Wixon claims to steer clear of politics by avoiding in her book certain words - words such as castro, Guantanamo and Elian.
Wixon spent a year in Cuba researching, and she determined that Cuba is more European than Caribbean, that people are paid in pesos but life's necessities require dollars, and that, in her words, professionals and practicing doctors must work as jineteras.
The word ''jinetera" is Spanish for a female jockey, and these women (and men, the ''jineteros") are skilled at manipulating their beasts. They have to be; their families rely on the money. Jineteras are not prostitutes but courtesans, crafting long-term relationships with the people who support them -- a distinction that Wixon is careful to emphasize. She compares jineteras to the Greek hetairai, educated women who serviced, entertained, and ''gallivanted with powerful men while their wives toiled in domesticity, bearing children and keeping house."
''Prostitutes accept pay for one night," Camila, a cardiac surgeon and a jinetera, tells Alysia. ''Jineteras use their education and skills to weave fantasies of love."
Of course, Alysia weaves her own fantasy throughout the book. She becomes an jinetera herself.
I haven't read the book myself. One paragraph from the review indicates it might not be a waste of time.

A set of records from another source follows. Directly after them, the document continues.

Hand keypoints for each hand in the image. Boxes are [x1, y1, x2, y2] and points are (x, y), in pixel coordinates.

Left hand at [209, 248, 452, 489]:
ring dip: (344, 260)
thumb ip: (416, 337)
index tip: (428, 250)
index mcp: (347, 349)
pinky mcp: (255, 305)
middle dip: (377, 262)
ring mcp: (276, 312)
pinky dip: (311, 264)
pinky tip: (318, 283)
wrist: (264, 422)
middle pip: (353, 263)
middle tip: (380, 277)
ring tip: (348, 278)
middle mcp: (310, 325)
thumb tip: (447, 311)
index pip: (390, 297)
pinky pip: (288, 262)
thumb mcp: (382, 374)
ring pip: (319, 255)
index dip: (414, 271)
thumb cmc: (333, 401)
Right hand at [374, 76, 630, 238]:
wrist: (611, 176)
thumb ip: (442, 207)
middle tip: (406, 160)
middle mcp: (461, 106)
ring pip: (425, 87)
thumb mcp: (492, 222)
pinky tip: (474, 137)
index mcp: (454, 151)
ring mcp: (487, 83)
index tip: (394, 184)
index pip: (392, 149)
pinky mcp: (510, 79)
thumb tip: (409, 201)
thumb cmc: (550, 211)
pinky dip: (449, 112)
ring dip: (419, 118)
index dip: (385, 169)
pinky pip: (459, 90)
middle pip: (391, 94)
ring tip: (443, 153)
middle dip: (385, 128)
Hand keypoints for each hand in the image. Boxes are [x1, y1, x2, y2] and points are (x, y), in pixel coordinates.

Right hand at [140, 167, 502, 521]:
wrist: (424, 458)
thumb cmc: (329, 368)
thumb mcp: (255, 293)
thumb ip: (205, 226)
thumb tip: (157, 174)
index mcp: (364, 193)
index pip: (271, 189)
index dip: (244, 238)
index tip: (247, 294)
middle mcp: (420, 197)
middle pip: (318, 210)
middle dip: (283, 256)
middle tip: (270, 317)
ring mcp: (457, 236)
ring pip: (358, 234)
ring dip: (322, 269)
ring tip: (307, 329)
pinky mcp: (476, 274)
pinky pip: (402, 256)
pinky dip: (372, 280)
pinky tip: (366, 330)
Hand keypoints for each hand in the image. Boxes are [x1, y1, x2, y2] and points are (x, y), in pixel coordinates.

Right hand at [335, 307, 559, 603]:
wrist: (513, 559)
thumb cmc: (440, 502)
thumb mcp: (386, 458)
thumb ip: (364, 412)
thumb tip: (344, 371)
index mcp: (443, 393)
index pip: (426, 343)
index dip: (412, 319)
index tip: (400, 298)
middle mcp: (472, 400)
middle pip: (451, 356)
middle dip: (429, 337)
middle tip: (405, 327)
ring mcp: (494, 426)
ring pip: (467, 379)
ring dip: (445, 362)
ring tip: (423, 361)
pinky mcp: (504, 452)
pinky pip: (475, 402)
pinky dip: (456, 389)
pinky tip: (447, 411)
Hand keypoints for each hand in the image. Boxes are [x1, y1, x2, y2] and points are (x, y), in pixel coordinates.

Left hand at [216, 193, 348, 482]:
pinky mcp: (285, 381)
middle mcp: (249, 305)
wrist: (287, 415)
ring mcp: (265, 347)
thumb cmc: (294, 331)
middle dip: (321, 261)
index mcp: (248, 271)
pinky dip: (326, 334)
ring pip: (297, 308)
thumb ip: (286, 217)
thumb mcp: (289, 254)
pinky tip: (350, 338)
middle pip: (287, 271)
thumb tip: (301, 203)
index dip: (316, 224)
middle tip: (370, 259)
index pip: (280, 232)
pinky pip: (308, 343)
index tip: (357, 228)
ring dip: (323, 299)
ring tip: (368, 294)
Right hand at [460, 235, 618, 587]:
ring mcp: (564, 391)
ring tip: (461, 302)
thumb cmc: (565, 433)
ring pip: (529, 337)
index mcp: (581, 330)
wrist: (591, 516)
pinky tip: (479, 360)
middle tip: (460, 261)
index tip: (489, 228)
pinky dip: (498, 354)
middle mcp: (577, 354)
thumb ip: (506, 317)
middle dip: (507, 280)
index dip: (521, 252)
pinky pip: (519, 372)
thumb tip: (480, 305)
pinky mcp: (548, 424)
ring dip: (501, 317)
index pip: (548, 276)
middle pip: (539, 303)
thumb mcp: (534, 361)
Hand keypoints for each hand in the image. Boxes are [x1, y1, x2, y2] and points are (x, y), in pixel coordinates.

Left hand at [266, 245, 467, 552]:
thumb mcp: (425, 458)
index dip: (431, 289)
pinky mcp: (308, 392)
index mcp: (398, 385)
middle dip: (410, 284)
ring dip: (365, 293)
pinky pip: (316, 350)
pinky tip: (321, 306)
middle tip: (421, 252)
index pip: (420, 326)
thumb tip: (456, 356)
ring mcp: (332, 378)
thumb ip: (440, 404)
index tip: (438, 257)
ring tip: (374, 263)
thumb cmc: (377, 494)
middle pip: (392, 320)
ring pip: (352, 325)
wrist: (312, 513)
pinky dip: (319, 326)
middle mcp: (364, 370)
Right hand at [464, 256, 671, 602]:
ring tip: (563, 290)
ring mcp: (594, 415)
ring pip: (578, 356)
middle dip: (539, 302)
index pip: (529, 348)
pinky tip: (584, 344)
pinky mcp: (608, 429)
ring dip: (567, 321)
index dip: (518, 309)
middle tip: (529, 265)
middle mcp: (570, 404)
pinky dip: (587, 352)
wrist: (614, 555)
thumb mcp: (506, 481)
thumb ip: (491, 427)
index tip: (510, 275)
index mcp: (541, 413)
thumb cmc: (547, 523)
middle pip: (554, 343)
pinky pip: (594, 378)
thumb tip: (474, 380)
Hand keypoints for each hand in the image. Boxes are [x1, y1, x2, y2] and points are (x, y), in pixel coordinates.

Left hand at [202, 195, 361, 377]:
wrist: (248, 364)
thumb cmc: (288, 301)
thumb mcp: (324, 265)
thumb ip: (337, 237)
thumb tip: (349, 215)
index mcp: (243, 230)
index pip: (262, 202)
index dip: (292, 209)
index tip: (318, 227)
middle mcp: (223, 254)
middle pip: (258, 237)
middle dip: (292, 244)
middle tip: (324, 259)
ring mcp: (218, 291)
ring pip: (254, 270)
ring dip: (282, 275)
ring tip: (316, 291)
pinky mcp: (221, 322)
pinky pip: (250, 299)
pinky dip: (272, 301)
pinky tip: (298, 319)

The picture that Wixon paints of life in Havana is both seedy and seductive, and she makes the case that pride and family are more important to many Cubans than the myriad luxuries that the US embargo makes impossible. ''Don't ever feel sorry for a Cuban," Alysia's friend Rafael tells her as he shows her photos of ''extranjeros," foreigners he's romanced and swindled. ''We're smarter than the extranjeros. We let them believe they have the upper hand and are in control."
By avoiding even the mention of the name of fidel castro, Wixon avoids mentioning who is really in control.